If you’re familiar with this subject, let me know what it means to you. Here are my current thoughts. Self-organizing work groups are spontaneous groups, created from within, to accomplish work of the moment. Regardless of how the group may appear to have started, groups come fully into the self-organizing space the moment group members recognize that they:

  • get more from the group’s spontaneity than they do from their individual planning
  • generate energy together and are more creative, adaptive, resilient, and fearless thanks to the group
  • find their work more rewarding, impactful, and fun (most days) because of the group
  • are accomplishing more than they as individuals imagined or planned
  • see the group itself as leader and teacher (group members demonstrate learning and leadership moving around within the group and some call the group leaderless or leaderful saying “We don’t need a leader.” or “We’re all leaders.”)
  • are grateful and feel lucky to be part of the group

That is, the group comes fully into the self-organizing space when the group becomes self-aware–through its group members–that the group itself is something unique, special, and important.

These groups are powerful in part because they communicate so much without words. They demonstrate more through group members’ energy, laughter, enthusiasm, diversity, growing closeness, and relative fearlessness than they do with words, and diverse nearby others are drawn to them because of it. Whether they talk about it or not, nearby others drawn to the group notice that the group is different, pay closer attention, recognize the group in themselves, and try self-organizing at the group level for themselves.

These groups distinguish themselves in another important way.
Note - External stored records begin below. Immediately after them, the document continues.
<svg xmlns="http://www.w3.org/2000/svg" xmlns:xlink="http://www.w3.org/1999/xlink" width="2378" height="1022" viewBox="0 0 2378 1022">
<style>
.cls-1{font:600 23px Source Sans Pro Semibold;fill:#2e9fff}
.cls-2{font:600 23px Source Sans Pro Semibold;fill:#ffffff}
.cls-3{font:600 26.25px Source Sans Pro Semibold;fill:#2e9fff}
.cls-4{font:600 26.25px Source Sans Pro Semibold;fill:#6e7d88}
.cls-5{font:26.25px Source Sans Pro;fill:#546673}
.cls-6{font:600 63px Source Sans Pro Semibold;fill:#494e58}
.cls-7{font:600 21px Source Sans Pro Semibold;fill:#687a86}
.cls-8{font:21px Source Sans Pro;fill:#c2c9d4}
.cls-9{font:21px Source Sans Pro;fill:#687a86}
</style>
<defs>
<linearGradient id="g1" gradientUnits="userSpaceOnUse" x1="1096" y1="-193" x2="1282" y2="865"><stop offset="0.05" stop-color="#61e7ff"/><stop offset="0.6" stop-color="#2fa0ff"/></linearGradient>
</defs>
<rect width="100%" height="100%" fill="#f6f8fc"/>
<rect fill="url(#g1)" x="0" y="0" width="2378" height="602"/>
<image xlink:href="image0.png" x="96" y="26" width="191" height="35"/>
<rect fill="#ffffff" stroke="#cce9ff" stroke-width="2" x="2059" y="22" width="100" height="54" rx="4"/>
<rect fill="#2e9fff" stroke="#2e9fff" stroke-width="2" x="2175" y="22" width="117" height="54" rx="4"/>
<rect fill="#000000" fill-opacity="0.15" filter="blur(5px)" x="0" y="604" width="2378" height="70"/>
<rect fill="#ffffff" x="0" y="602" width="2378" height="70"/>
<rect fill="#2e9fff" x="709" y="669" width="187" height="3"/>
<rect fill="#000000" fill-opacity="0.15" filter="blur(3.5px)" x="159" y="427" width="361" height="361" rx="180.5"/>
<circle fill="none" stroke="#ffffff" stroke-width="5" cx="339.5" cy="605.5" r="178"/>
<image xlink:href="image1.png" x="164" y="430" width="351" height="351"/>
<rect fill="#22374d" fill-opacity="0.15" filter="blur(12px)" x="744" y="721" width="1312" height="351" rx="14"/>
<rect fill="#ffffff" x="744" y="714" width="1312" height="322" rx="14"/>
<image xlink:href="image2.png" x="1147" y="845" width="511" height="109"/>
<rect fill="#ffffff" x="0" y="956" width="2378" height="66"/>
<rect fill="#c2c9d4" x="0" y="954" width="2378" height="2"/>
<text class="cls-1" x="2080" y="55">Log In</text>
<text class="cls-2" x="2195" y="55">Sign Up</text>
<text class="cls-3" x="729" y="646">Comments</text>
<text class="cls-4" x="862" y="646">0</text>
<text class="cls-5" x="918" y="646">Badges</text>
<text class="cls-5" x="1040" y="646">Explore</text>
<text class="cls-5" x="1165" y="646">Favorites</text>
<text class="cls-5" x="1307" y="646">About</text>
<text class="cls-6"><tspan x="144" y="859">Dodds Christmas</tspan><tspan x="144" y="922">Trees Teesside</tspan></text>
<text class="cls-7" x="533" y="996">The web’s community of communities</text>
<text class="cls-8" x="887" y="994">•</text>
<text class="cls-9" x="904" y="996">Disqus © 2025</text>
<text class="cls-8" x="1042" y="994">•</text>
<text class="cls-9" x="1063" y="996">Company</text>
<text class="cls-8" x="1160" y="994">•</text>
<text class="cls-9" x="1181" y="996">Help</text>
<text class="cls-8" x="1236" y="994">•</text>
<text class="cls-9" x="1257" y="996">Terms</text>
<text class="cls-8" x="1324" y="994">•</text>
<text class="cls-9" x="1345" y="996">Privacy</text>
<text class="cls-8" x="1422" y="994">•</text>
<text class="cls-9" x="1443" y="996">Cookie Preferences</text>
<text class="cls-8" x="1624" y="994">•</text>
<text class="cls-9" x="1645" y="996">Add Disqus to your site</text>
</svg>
Other groups allow individuals to believe that it’s primarily individual plans, strengths, talents, attributes, background, and expertise—and the details of what people do as individuals—that sets them apart. These groups don’t. People in them may start out believing that their individual expertise and background matters most, but they rapidly recognize that the group itself allows them to imagine and be more than they used to be. People in these groups recognize this quickly and quickly begin giving credit to the group itself, other group members, nearby others, the people who came before them, and to the people the group serves. As they do so, people and groups around them recognize them as leaders. Many recognize individual group members as leaders; those working most closely with them, like group members themselves, recognize the group itself as the leader.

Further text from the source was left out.